── Raw data
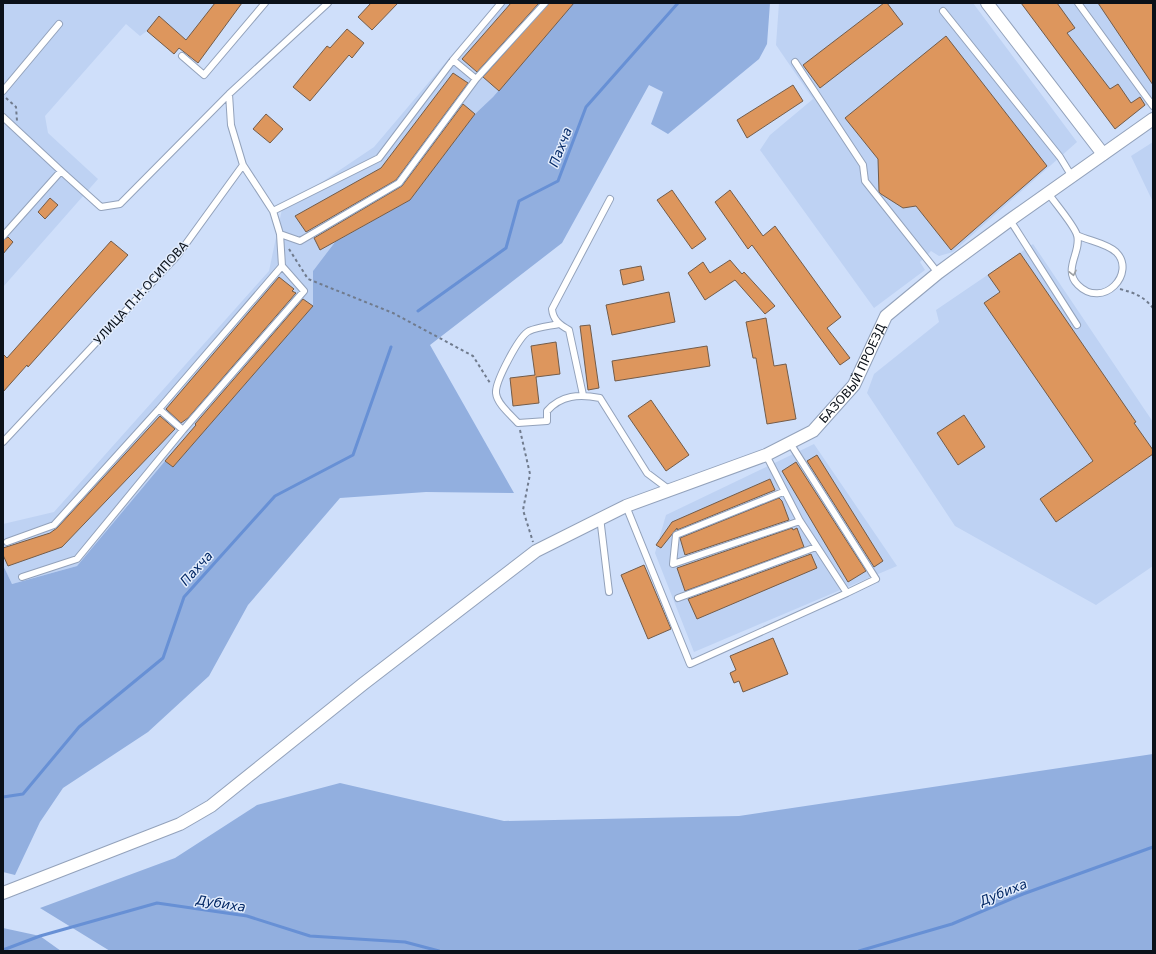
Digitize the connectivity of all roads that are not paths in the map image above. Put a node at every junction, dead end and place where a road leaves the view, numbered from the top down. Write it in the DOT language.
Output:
graph roads {
  1 [pos="265,3"];
  2 [pos="328,3"];
  3 [pos="501,3"];
  4 [pos="545,3"];
  5 [pos="987,3"];
  6 [pos="1078,3"];
  7 [pos="943,11"];
  8 [pos="59,24"];
  9 [pos="182,56"];
  10 [pos="453,60"];
  11 [pos="795,62"];
  12 [pos="476,79"];
  13 [pos="3,90"];
  14 [pos="229,94"];
  15 [pos="1153,106"];
  16 [pos="3,117"];
  17 [pos="1153,120"];
  18 [pos="1103,154"];
  19 [pos="243,165"];
  20 [pos="61,171"];
  21 [pos="1071,175"];
  22 [pos="1048,192"];
  23 [pos="610,199"];
  24 [pos="273,211"];
  25 [pos="1010,220"];
  26 [pos="280,234"];
  27 [pos="1077,235"];
  28 [pos="3,236"];
  29 [pos="282,266"];
  30 [pos="938,273"];
  31 [pos="559,324"];
  32 [pos="1078,325"];
  33 [pos="583,395"];
  34 [pos="159,409"];
  35 [pos="183,430"];
  36 [pos="3,442"];
  37 [pos="790,443"];
  38 [pos="766,455"];
  39 [pos="671,491"];
  40 [pos="783,492"];
  41 [pos="626,506"];
  42 [pos="600,518"];
  43 [pos="800,521"];
  44 [pos="7,542"];
  45 [pos="816,547"];
  46 [pos="22,577"];
  47 [pos="609,592"];
  48 [pos="847,593"];
  49 [pos="678,598"];
  50 [pos="3,893"];
  1 -- 9 [label="lane"];
  2 -- 14 [label="lane"];
  3 -- 10 [label="lane"];
  4 -- 12 [label="lane"];
  5 -- 18 [label="street"];
  6 -- 15 [label="lane"];
  7 -- 21 [label="lane"];
  8 -- 13 [label="lane"];
  10 -- 12 [label="lane"];
  10 -- 24 [label="lane"];
  11 -- 30 [label="lane"];
  12 -- 26 [label="lane"];
  14 -- 19 [label="lane"];
  14 -- 20 [label="lane"];
  16 -- 20 [label="lane"];
  17 -- 18 [label="street, БАЗОВЫЙ ПРОЕЗД"];
  18 -- 21 [label="street, БАЗОВЫЙ ПРОЕЗД"];
  19 -- 24 [label="lane"];
  19 -- 36 [label="lane, УЛИЦА П.Н.ОСИПОВА"];
  20 -- 28 [label="lane"];
  21 -- 22 [label="street, БАЗОВЫЙ ПРОЕЗД"];
  22 -- 25 [label="street, БАЗОВЫЙ ПРОЕЗД"];
  22 -- 27 [label="lane"];
  23 -- 31 [label="lane"];
  24 -- 26 [label="lane"];
  25 -- 30 [label="street, БАЗОВЫЙ ПРОЕЗД"];
  25 -- 32 [label="lane"];
  26 -- 29 [label="lane"];
  27 -- 27 [label="lane, one-way"];
  29 -- 34 [label="lane"];
  29 -- 35 [label="lane"];
  30 -- 37 [label="street, БАЗОВЫЙ ПРОЕЗД"];
  31 -- 33 [label="lane"];
  31 -- 33 [label="lane"];
  33 -- 39 [label="lane"];
  34 -- 35 [label="lane"];
  34 -- 44 [label="lane"];
  35 -- 46 [label="lane"];
  37 -- 38 [label="street, БАЗОВЫЙ ПРОЕЗД"];
  37 -- 48 [label="lane"];
  38 -- 39 [label="street, БАЗОВЫЙ ПРОЕЗД"];
  38 -- 40 [label="lane"];
  39 -- 41 [label="street, БАЗОВЫЙ ПРОЕЗД"];
  40 -- 43 [label="lane"];
  40 -- 43 [label="lane"];
  41 -- 42 [label="street, БАЗОВЫЙ ПРОЕЗД"];
  41 -- 48 [label="lane"];
  42 -- 47 [label="lane"];
  42 -- 50 [label="street, БАЗОВЫЙ ПРОЕЗД"];
  43 -- 45 [label="lane"];
  45 -- 48 [label="lane"];
  45 -- 49 [label="lane"];
}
────
Please count the lines above that hold the string "roads" and reply with the number alone.

2